CLI feature request: experimental hash-anchored edit mode to reduce edit failures and retries

### What variant of Codex are you using?

CLI

### What feature would you like to see?

I'd like Codex CLI to support an **experimental hash-anchored edit mode** (alongside `apply_patch`) to improve edit reliability, especially when models struggle with strict patch formatting.

The core idea is to let read/search tools return stable per-line anchors (short content-hash IDs), and let an edit tool target those anchors directly instead of reproducing exact old text.

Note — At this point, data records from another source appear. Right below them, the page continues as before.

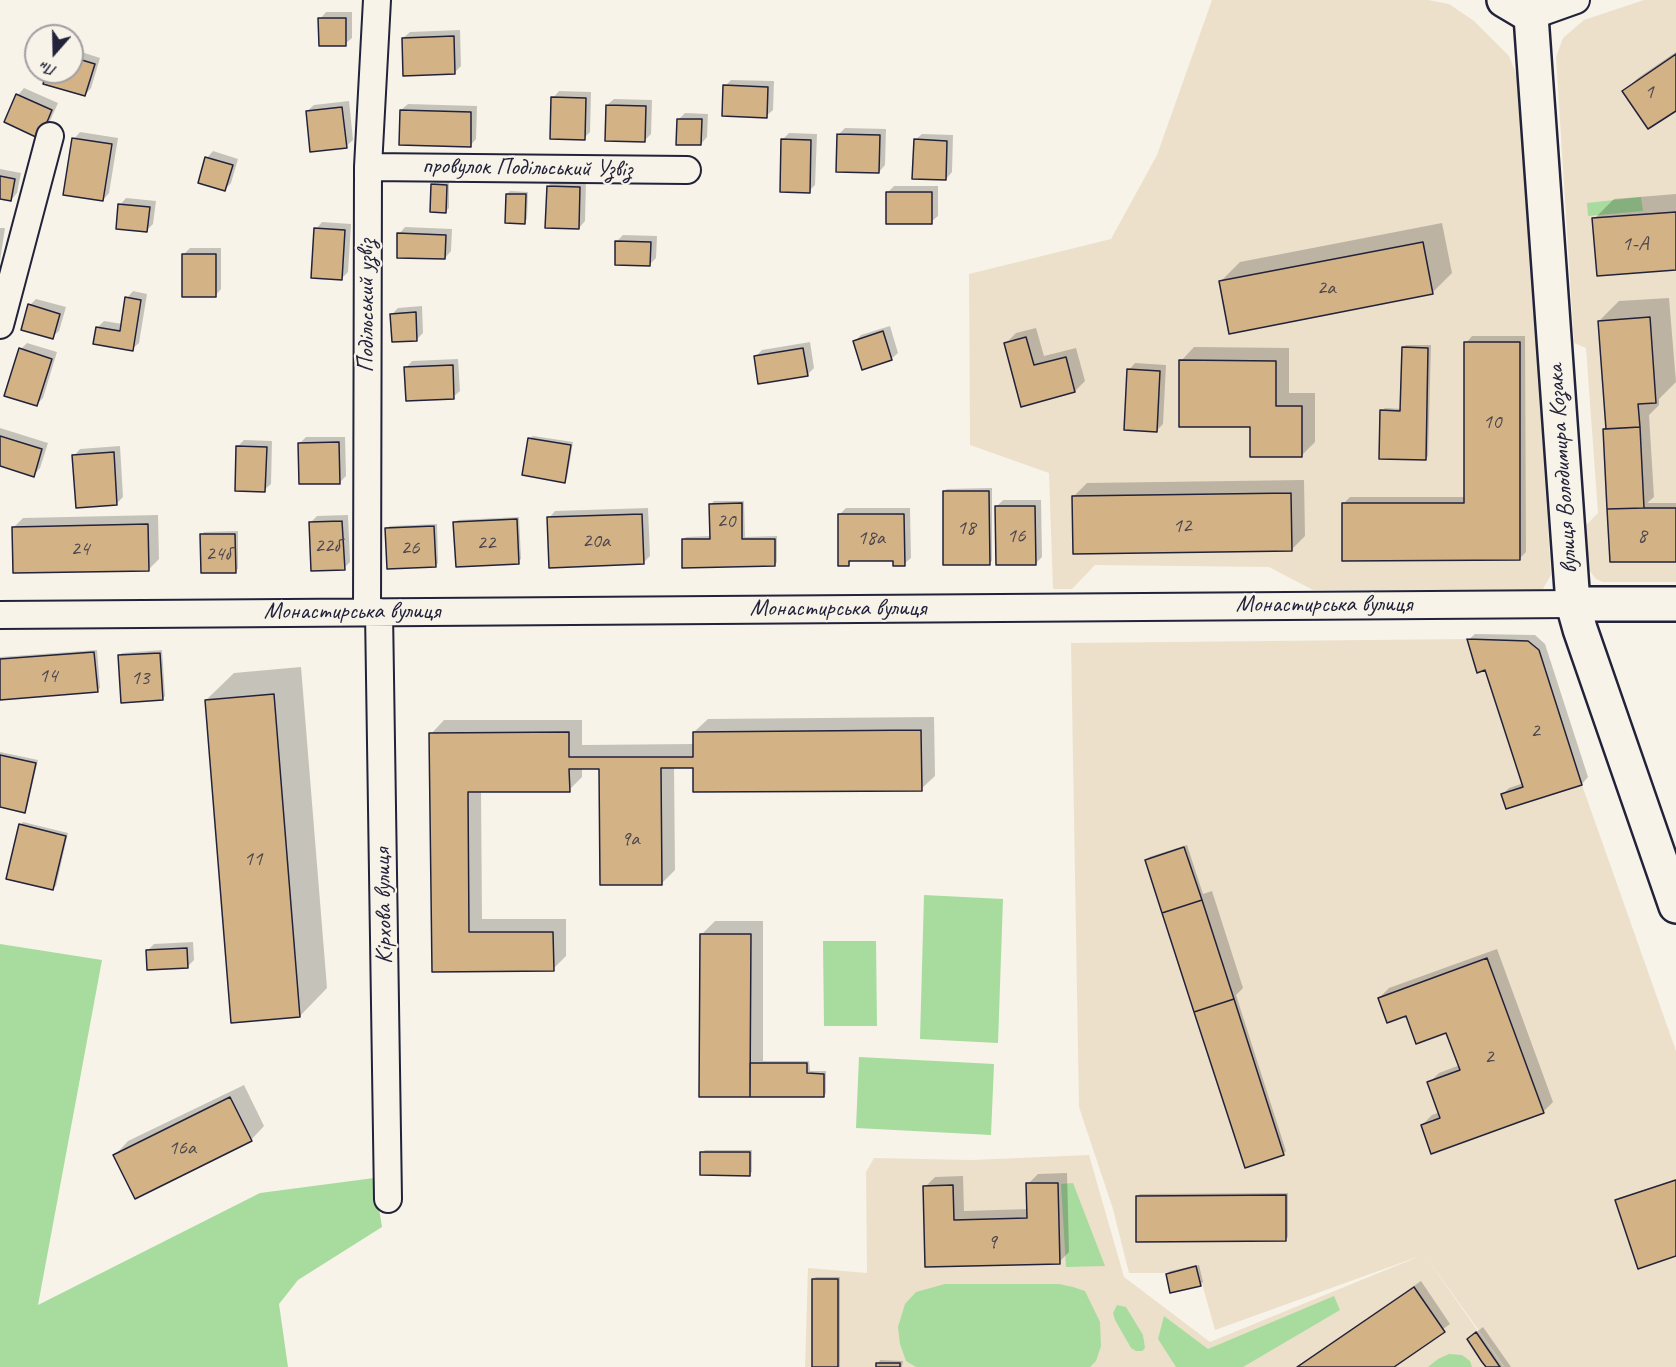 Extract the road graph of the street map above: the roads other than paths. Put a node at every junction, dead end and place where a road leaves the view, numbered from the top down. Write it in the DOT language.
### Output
graph roads {
  1 [pos="377,0"];
  2 [pos="1576,0"];
  3 [pos="1518,8"];
  4 [pos="50,136"];
  5 [pos="368,167"];
  6 [pos="687,170"];
  7 [pos="0,325"];
  8 [pos="1573,604"];
  9 [pos="1676,604"];
  10 [pos="373,612"];
  11 [pos="0,615"];
  12 [pos="1676,906"];
  13 [pos="388,1200"];
  1 -- 5 [label="street, Подільський узвіз"];
  2 -- 3 [label="street"];
  3 -- 8 [label="main road, вулиця Володимира Козака"];
  4 -- 7 [label="street"];
  5 -- 6 [label="street, провулок Подільський Узвіз"];
  5 -- 10 [label="street, Подільський узвіз"];
  8 -- 9 [label="main road, Монастирська вулиця"];
  8 -- 10 [label="street, Монастирська вулиця"];
  8 -- 12 [label="main road, вулиця Володимира Козака"];
  10 -- 11 [label="street, Монастирська вулиця"];
  10 -- 13 [label="street, Кірхова вулиця"];
}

Research-driven motivation (from the Harness Problem write-up):

- Benchmark shape: 16 models, 3 edit formats, 180 tasks per run, 3 runs.
- Reported patch-format failure rates were high for several non-Codex models (examples in the post: Grok 4 at 50.7%, GLM-4.7 at 46.2%).
- The write-up reports that hashline-style anchored edits matched or beat replace-style edits for most tested models.
- Reported impact examples: Grok Code Fast 1 from 6.7% to 68.3%, and Grok 4 Fast output tokens down 61% due to fewer edit retry loops.

Proposed CLI PoC scope:

1. Add an experimental edit tool (or mode), e.g. `apply_anchored_edit`, behind a feature flag.
2. Return line anchors from read/search output (example format: `lineNumber:hash|content`).
3. Support operations like `replace_range`, `insert_after`, and `delete_range` using anchor IDs.
4. Enforce optimistic concurrency: if anchors no longer match current file content, reject safely with a clear conflict message.
5. Keep full backward compatibility by preserving `apply_patch` and using anchored mode as opt-in (or adaptive fallback).

Why this matters:

- Edit failures and retry loops are still a practical reliability issue in real workflows.
- Existing Codex issues show recurring pain around patch/edit reliability and fallback behavior (for example: #9661, #10330).
- A prior request for this concept (#11601) was closed as not planned, but this request includes concrete rollout/guardrail and measurement criteria.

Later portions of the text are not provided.